When it was pointed out that all of these solutions require effort and sacrifice on the part of teachers, who would be expending extraordinary effort trying to help these students graduate, while concurrently teaching these students that they do not need to make any extra effort or sacrifice because we will chase them down wherever they are and do our best to make sure that they graduate, we were reminded of the sad fact that given the requirements of No Child Left Behind, we cannot afford to let these students fail, even if that is what they prefer, because we need every passing number we can get in order to retain accreditation. When I pointed out that every one of these short-term solutions, though it may, indeed, scrape us a few more passing scores and keep us barely in the black on the pass/fail budget, feeds the long-term problem, because none of these efforts does anything to teach students what we really want them to learn in order to be successful in life--to be responsible for their own actions and choices--my remarks were met with a sort of bemused silence, as no one has any answer for that problem. The pressure is for us to get X number of students to pass the test, no matter how hard we have to work to get it; there is no pressure to help students actually learn, or mature, or take charge of their own destiny.


Keep in mind that for this particular test retake session we were talking exclusively about seniors who must pass these exams to graduate from high school. When this was pointed out, however, and it was suggested that under those circumstances a requirement that these students attend free after-school tutoring for a week was not an unreasonable expectation, we were again reminded that we can’t let students fail. If neither they nor their parents care enough to put in eight extra hours after school to try to ensure their own graduation, in other words, we have to care enough in their place to find some way to force their attendance and participation in both remediation and testing, even if it means engaging in efforts we don’t believe will succeed and inconveniencing the larger majority of students who chose to cooperate with state and local testing expectations. That these efforts are not necessarily efficacious is demonstrated by the fact that, as one department chairperson told me, of approximately 65 retake tests that were given for her department last year, following a similar massive effort of requiring remediation, approximately 10 students passed. No one bothers, in these circumstances, to point out that even if we are successful at somehow beguiling, forcing, or tricking these students into attending tutoring and testing, we cannot actually force them to learn something, nor can we coerce them to give their very best effort when they do actually take the test.


This meeting went on for another hour after I left to go teach my class, and several department chairs met for nearly two hours again Monday morning, manually going through the lists of students, trying to identify which students might respond to which strategies, and trying to develop a remediation plan that would, in fact, increase those students’ chances.

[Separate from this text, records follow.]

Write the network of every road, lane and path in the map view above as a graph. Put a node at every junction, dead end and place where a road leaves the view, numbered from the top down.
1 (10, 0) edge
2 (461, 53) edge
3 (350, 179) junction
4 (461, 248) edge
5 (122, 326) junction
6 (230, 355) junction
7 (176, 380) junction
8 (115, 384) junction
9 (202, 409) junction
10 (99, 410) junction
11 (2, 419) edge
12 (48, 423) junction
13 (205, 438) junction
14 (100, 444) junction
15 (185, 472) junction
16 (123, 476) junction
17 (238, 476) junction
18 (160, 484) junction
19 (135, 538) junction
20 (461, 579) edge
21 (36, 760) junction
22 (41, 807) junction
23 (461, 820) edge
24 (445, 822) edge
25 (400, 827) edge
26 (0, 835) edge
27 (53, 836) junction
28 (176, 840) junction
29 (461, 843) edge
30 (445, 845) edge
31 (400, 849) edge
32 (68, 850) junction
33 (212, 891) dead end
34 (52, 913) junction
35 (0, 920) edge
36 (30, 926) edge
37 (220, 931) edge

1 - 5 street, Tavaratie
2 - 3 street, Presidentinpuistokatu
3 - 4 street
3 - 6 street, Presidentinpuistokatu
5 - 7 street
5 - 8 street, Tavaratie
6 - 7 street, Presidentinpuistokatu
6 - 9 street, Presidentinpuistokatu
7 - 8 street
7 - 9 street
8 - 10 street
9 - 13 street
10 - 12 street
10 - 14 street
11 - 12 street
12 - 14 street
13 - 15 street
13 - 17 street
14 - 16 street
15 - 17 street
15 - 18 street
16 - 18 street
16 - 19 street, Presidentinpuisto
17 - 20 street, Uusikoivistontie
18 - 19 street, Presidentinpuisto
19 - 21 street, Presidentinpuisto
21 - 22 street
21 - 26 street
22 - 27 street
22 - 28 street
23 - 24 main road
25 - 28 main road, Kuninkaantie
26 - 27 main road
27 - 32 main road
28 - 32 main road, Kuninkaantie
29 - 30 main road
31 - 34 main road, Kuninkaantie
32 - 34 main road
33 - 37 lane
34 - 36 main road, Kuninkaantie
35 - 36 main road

So far, that I know about, that’s approximately 28 hours of adult work time expended on just this one retake session, and that does not count the hours that the testing coordinator and the guidance counselors have spent meticulously going through the records, identifying which students need which exams to graduate and crafting individual graduation plans (with which the students will be presented on Wednesday). Include the tutoring and the actual testing, and we can estimate that approximately 40 adults will invest approximately 100 man hours trying to ensure that students have a chance to pass this test. Keep in mind, further, that this will be one cycle of four times over the course of the year when the whole exercise will be repeated. For each of those cycles, there is an additional make-up period for those who were absent during testing and an additional “expedited retake” cycle so that those students who failed the test during the regular administration will get another immediate chance to try again.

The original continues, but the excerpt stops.